Sunday, March 29, 2009

thoughts on young adults and the church

I've been thinking a lot about the church lately - and about how young adults seem to be viewed by the church. The more I've done this, the more I've come to the conclusion that oftentimes the complaint about young adults leaving the church in large numbers proves true, for reasons we don't care to admit. Not all, but many people seem to think that young adults will just stay at church and move from youth right into adult ministries without a problem . . . and then they complain when young adults leave the church and there is a huge gap in the young adult demographic at church.

As much as I love that I have connections with people of all generations in my church, I also feel a huge need to have an opportunity to be able to connect with other young adults. I don't fit in with the youth anymore . . . hopefully that is obvious. And while in some ways I fit in with the adults, in many other ways I don't fit in with people who are 20 years older than me. I'm single, hoping to be married one day (which means I need a place where I can meet solid Christian guys who are single), in my mid-twenties, and still getting started in my career and getting a life outside of my parents' house established. I appreciate and seek out the wisdom and advice of those further along on the journey of life than me. But, I feel most connected and develop my closest relationships with those who are in a similar situation to me. If I don't find opportunity to connect with people in my life stage at one church, it is relatively easy for me (because it's just me) to start going somewhere I do find that . . . or to just stop going completely and seek out that connection elsewhere.

I honestly think that if the church wants to keep young adults involved during those years of their lives when they are making some of the most life-impacting decisions they will make, then they must let young adults know that they care about us. The church, in very general and broad terms, has failed to do this in many instances . . . and then they wonder where the young adults are.

Yes, as young adults we are exactly that - adults. But, our life stage is much different than many of the other adults in the church. And the church needs to acknowledge that and make an effort to allow young adults to feel included and valued as part of the church as a whole, while also supporting a place where young adults within the church can connect with one another. Supporting it doesn't necessarily have to mean throwing tons of money and staff at a ministry for us, but it does require the church to step it up. It can be as simple as providing us with space to use and having church leadership acknowledge our presence in the church and caring enough to know what's going on and let us know that they will do what they can to help us make something happen.

We don't need to be spoon-fed, and if we're going to be ready to be the leaders of the church in the future I don't think it's really beneficial for us to be spoon-fed. But, we're still young and we're still learning and growing - we're in kind of a strange in-between time: we don't fit with youth anymore, but we don't quite feel at home with the adults in the church either. We need to know that the church cares enough about us to help us feel like we have a place in the church. Manny churches have children's ministries, youth ministries, women's ministries, men's ministries, seniors ministries . . . all of which may or may not be supported directly by church staff and church money . . . but they're supported by the church. And, I think that if the church wants to survive in the future then young adults ministries need to be supported by the church as well.

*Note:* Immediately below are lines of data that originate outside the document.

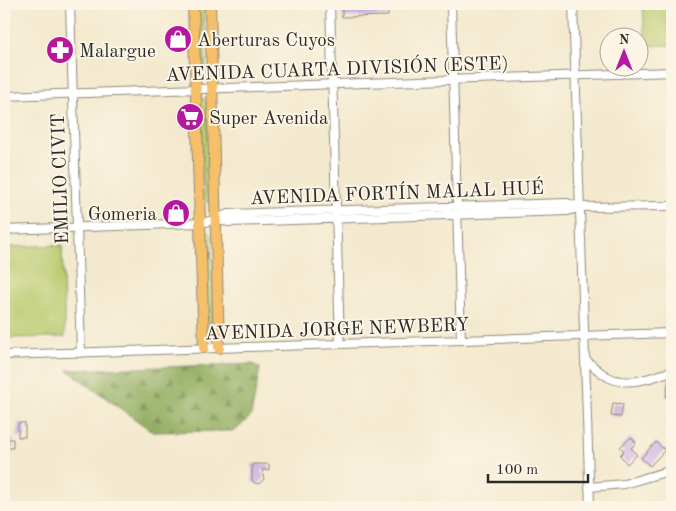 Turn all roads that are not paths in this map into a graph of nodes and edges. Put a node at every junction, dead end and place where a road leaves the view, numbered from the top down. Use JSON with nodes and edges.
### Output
{"nodes":[{"id":1,"x":70,"y":4,"type":"edge"},
{"id":2,"x":193,"y":4,"type":"edge"},
{"id":3,"x":210,"y":4,"type":"edge"},
{"id":4,"x":330,"y":4,"type":"edge"},
{"id":5,"x":450,"y":4,"type":"edge"},
{"id":6,"x":573,"y":4,"type":"edge"},
{"id":7,"x":672,"y":72,"type":"edge"},
{"id":8,"x":576,"y":76,"type":"junction"},
{"id":9,"x":453,"y":80,"type":"junction"},
{"id":10,"x":332,"y":84,"type":"junction"},
{"id":11,"x":212,"y":88,"type":"junction"},
{"id":12,"x":196,"y":89,"type":"junction"},
{"id":13,"x":73,"y":94,"type":"junction"},
{"id":14,"x":4,"y":96,"type":"edge"},
{"id":15,"x":672,"y":206,"type":"edge"},
{"id":16,"x":581,"y":207,"type":"junction"},
{"id":17,"x":457,"y":211,"type":"junction"},
{"id":18,"x":336,"y":215,"type":"junction"},
{"id":19,"x":214,"y":220,"type":"junction"},
{"id":20,"x":200,"y":224,"type":"junction"},
{"id":21,"x":77,"y":228,"type":"junction"},
{"id":22,"x":4,"y":230,"type":"edge"},
{"id":23,"x":672,"y":332,"type":"edge"},
{"id":24,"x":584,"y":336,"type":"junction"},
{"id":25,"x":461,"y":340,"type":"junction"},
{"id":26,"x":340,"y":344,"type":"junction"},
{"id":27,"x":204,"y":348,"type":"junction"},
{"id":28,"x":219,"y":348,"type":"junction"},
{"id":29,"x":81,"y":353,"type":"junction"},
{"id":30,"x":4,"y":355,"type":"edge"},
{"id":31,"x":585,"y":359,"type":"junction"},
{"id":32,"x":672,"y":372,"type":"edge"},
{"id":33,"x":672,"y":470,"type":"edge"},
{"id":34,"x":589,"y":487,"type":"junction"},
{"id":35,"x":590,"y":507,"type":"edge"}],
"edges":[{"from":1,"to":13,"type":"street","name":"EMILIO CIVIT"},
{"from":2,"to":12,"type":"main road"},
{"from":3,"to":11,"type":"main road"},
{"from":4,"to":10,"type":"street"},
{"from":5,"to":9,"type":"street"},
{"from":6,"to":8,"type":"street"},
{"from":7,"to":8,"type":"street","name":"AVENIDA CUARTA DIVISIÓN (ESTE)"},
{"from":8,"to":9,"type":"street","name":"AVENIDA CUARTA DIVISIÓN (ESTE)"},
{"from":8,"to":16,"type":"street"},
{"from":9,"to":10,"type":"street","name":"AVENIDA CUARTA DIVISIÓN (ESTE)"},
{"from":9,"to":17,"type":"street"},
{"from":10,"to":11,"type":"street","name":"AVENIDA CUARTA DIVISIÓN (ESTE)"},
{"from":10,"to":18,"type":"street"},
{"from":11,"to":12,"type":"street","name":"AVENIDA CUARTA DIVISIÓN (ESTE)"},
{"from":11,"to":19,"type":"main road"},
{"from":12,"to":13,"type":"street","name":"AVENIDA CUARTA DIVISIÓN (ESTE)"},
{"from":12,"to":20,"type":"main road"},
{"from":13,"to":14,"type":"street","name":"AVENIDA CUARTA DIVISIÓN (ESTE)"},
{"from":13,"to":21,"type":"street","name":"EMILIO CIVIT"},
{"from":15,"to":16,"type":"street","name":"AVENIDA FORTÍN MALAL HUÉ"},
{"from":16,"to":17,"type":"street","name":"AVENIDA FORTÍN MALAL HUÉ"},
{"from":16,"to":24,"type":"street"},
{"from":17,"to":18,"type":"street","name":"AVENIDA FORTÍN MALAL HUÉ"},
{"from":17,"to":25,"type":"street"},
{"from":18,"to":19,"type":"street","name":"AVENIDA FORTÍN MALAL HUÉ"},
{"from":18,"to":26,"type":"street"},
{"from":19,"to":20,"type":"street","name":"AVENIDA FORTÍN MALAL HUÉ"},
{"from":19,"to":28,"type":"main road"},
{"from":20,"to":21,"type":"street","name":"AVENIDA FORTÍN MALAL HUÉ"},
{"from":20,"to":27,"type":"main road"},
{"from":21,"to":22,"type":"street","name":"AVENIDA FORTÍN MALAL HUÉ"},
{"from":21,"to":29,"type":"street","name":"EMILIO CIVIT"},
{"from":23,"to":24,"type":"street","name":"AVENIDA JORGE NEWBERY"},
{"from":24,"to":25,"type":"street","name":"AVENIDA JORGE NEWBERY"},
{"from":24,"to":31,"type":"street"},
{"from":25,"to":26,"type":"street","name":"AVENIDA JORGE NEWBERY"},
{"from":26,"to":28,"type":"street","name":"AVENIDA JORGE NEWBERY"},
{"from":27,"to":28,"type":"street","name":"AVENIDA JORGE NEWBERY"},
{"from":27,"to":29,"type":"street","name":"AVENIDA JORGE NEWBERY"},
{"from":29,"to":30,"type":"street","name":"AVENIDA JORGE NEWBERY"},
{"from":31,"to":32,"type":"street"},
{"from":31,"to":34,"type":"street"},
{"from":33,"to":34,"type":"street"},
{"from":34,"to":35,"type":"street"}]}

As I sit here and type this I can think of many names of young adults I know who have left the church in recent years. Some of them because they have chosen not to follow God anymore. But, just as many, if not more, have left because they felt like the church didn't care about them. They were left to navigate the murky waters of moving from youth ministry to adult ministry on their own and it was overwhelming so they left the church rather. It remains to be seen whether these people will ever return to the church in the future - my guess would be that not as many of them as we hope will return. They will build their lives around something else and over time the church will continue to lose importance to them until it is no longer even on their radar as a part of life.

Is this really what we want for the church? Will the church survive in the future if this trend continues?

Maybe . . . but I believe one of the keys to survival, maybe not of the church worldwide, but of the church in North America, will be a change in the attitude with which young adults ministries are approached.

I have been told over and over growing up in the church that young people are the future of the church. And when I was in children's ministries and youth ministries I believed that the church believed that. But now, having been a part of the young adult demographic for a few years, I'm not completely sure that the church believes it. I often feel as though they say that, but don't act it out in actuality. If they did act it out, I think that instead of just asking the question of where the young adults are in our churches, the church would do something to fix it - to draw young adults back to the church and to keep the ones who are still there but may be struggling with these same questions that have caused some of their peers to leave.